October 8, a new documentary about antisemitism is getting the cold shoulder
March 19, 2025 10:36In the perfect Hollywood satire Tropic Thunder Tugg Speedman, an action star loosely modelled on Tom Cruise, played by Ben Stiller, fronts an ad campaign to save the panda, presumably because he likes its colour scheme. It's a mockery of the Hollywood fashion for spurious, self-serving, and ultimately performative political activism: later, Speedman kills a panda, and wears it as a hat.
The film is droll and knowing: it foresees the Hollywood response to #MeToo in 2019, which saw actors appear at the Academy Awards with pet activists in tow – all involved looked ridiculous – and it echoes Sacha Baron Cohen’s cry as Brüno, an early fashion influencer: “Clooney's got Darfur, Sting's got the Amazon, and Bono's got Aids!"
Nowhere does this activism extend to Jews. Long gone are the days when Paddy Chayefsky, author of Network, rebuked Vanessa Redgrave from the stage at the Academy Awards in 1978 for talking about “Zionist hoodlums (whose behaviour is an insult to the stature of Jews all over the world and to their great and heroic record of struggle against fascism and oppression)” with the line, ‘I would like to suggest to Miss Redgrave that her winning an Academy Award is not a pivotal moment in history, does not require a proclamation, and a simple ‘thank you’ would have sufficed”. Hollywood, despite its posturing – I suspect its inhabitants are faintly ashamed of being rich – is home to the most conservative of all art forms, and it does not like to expose its Jewish bones. If Irving Berlin wrote White Christmas, Bing Crosby sang it.
Take the new live action Snow White from Disney, out this week. The film is called “controversial”, partly because Gal Gadot, who plays the wicked queen, is Israeli, and Rachel Zegler, who plays Snow White, is “pro” Palestine. The launch was pared down, presumably to avoid pickets and boycotts: there are rivers and seas in fairyland too.
And then there is the feature length documentary October 8.
It is from the film-maker Wendy Sachs, and it tells the story of the explosion of global antisemitism after the massacres of October 7: in the words of the writer Dan Senor, who Sachs interviews, “the outrage…directed at the Jews for refusing to be slaughtered”. October 8 details the ecstasy at Jewish murder, the terror of Diaspora Jewish students assaulted by “pro” Palestine activists, the blood libels and the firebombed synagogues, and the relative silence of the world.
“No one was interested in working with me on the film, and no one was interested in representing the film, and no one was interested in acquiring the film,” she says. “Netflix passed. Amazon passed”. Sachs says that Hollywood, “is allergic to this kind of film: afraid of subscribers cancelling, afraid of protests, afraid of the noise out there on the other side”. October 8, she adds, “is not political. It doesn't litigate the war. It's just documenting the epic rise of antisemitism since October 7”.

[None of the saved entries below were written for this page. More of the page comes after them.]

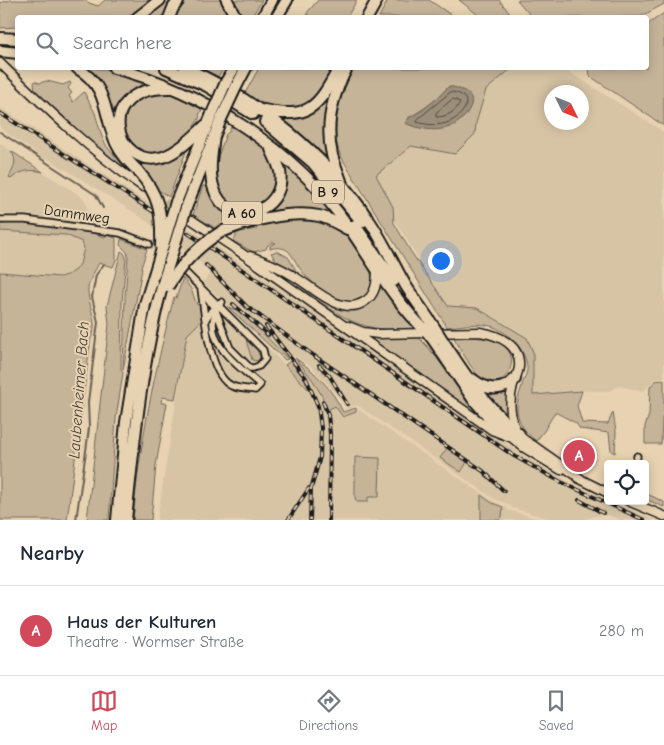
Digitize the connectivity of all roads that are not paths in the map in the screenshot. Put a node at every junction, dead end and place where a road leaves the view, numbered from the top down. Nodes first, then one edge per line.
1 (160, 0) edge
2 (179, 0) edge
3 (227, 0) edge
4 (272, 0) edge
5 (286, 0) edge
6 (376, 0) edge
7 (384, 0) edge
8 (141, 15) edge
9 (171, 15) edge
10 (234, 15) edge
11 (264, 15) edge
12 (278, 15) edge
13 (368, 15) edge
14 (376, 15) edge
15 (15, 34) edge
16 (15, 40) edge
17 (2, 42) edge
18 (15, 45) edge
19 (15, 51) edge
20 (0, 63) edge
21 (80, 70) edge
22 (122, 70) edge
23 (146, 70) edge
24 (171, 70) edge
25 (233, 70) edge
26 (245, 70) edge
27 (339, 70) edge
28 (346, 70) edge
29 (196, 71) edge
30 (175, 88) junction
31 (259, 109) junction
32 (206, 125) junction
33 (214, 136) junction
34 (269, 146) junction
35 (342, 184) junction
36 (143, 187) dead end
37 (0, 220) edge
38 (192, 220) tunnel mouth
39 (350, 230) junction
40 (149, 244) tunnel mouth
41 (161, 247) junction
42 (240, 252) junction
43 (377, 268) junction
44 (185, 272) tunnel mouth
45 (402, 278) junction
46 (166, 284) junction
47 (201, 289) junction
48 (217, 306) junction
49 (335, 319) junction
50 (206, 321) junction
51 (427, 328) junction
52 (438, 341) junction
53 (465, 374) junction
54 (515, 379) junction
55 (476, 418) junction
56 (495, 424) junction
57 (514, 436) junction
58 (637, 456) dead end
59 (636, 460) edge
60 (604, 491) edge
61 (637, 505) edge
62 (664, 516) edge
63 (117, 520) edge
64 (126, 520) edge

1 - 8 highway
2 - 9 highway
3 - 10 highway
4 - 11 highway
5 - 12 highway
6 - 13 highway
7 - 14 highway
15 - 17 highway
16 - 17 highway
17 - 18 highway
17 - 19 highway
20 - 36 main road
21 - 41 highway, bridge
22 - 30 highway
23 - 51 highway, B 9
24 - 45 highway, B 9
25 - 32 highway, bridge
26 - 33 highway, A 60, bridge
27 - 31 highway
28 - 35 highway
29 - 31 highway
30 - 32 highway
30 - 34 highway
31 - 35 highway
32 - 41 highway, bridge
33 - 34 highway, A 60
33 - 46 highway, A 60, bridge
34 - 39 highway
35 - 45 highway
37 - 40 street, Dammweg
38 - 42 main road
39 - 43 highway
39 - 46 highway, B 9, bridge
41 - 63 highway, bridge
42 - 43 main road
42 - 49 main road
43 - 51 highway
44 - 47 street
45 - 51 highway, B 9
46 - 64 highway, A 60
47 - 48 street
47 - 48 street
47 - 50 street
48 - 48 street
48 - 50 street
48 - 50 street
49 - 54 main road
49 - 55 main road
51 - 52 highway, B 9, bridge
52 - 53 highway, B 9
52 - 56 highway, B 9
53 - 54 highway
53 - 57 highway, B 9
54 - 57 main road
55 - 56 main road
55 - 57 main road
56 - 57 main road
57 - 60 main road
58 - 59 street
61 - 62 main road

October 8 was rejected by the big film festivals, though Woodstock took The Bibi Files, Sachs says, because a demonic Jew is “safe territory” for the independent film community, which has, “a sort of insidious hostility [to Zionism] that's deeply embedded”. October 8’s Academy Award campaign was likewise thwarted. Sachs says that she asked the IDA [International Documentary Association] to publicise the film to Academy voters, a common path for such films. “We had funding for it,” Sachs says. “We were ready to go. It was scheduled. And then we were told, ‘sorry, there's no room in our calendar for your film to be included.’”
Eventually October 8 got a distributor in the US and Canada, though it has yet to be released in the UK: three companies have passed so far. The IDA did not respond to my request for comment.
Why the silence, and in such a Jewish town? Fear is the answer, and a peculiar self-loathing: even the Jewish moguls who founded Hollywood didn’t want to be recognised as Jewish, for fear of jeopardising their American paradise. This month I interviewed Jeremy Dauber, the great Jewish American critic, about his history of horror films American Scary. Dauber said the Jewish contribution to American horror is negligible, because America has been the promised land for Jews. He thinks this will change now. Consider October 8 the first instalment.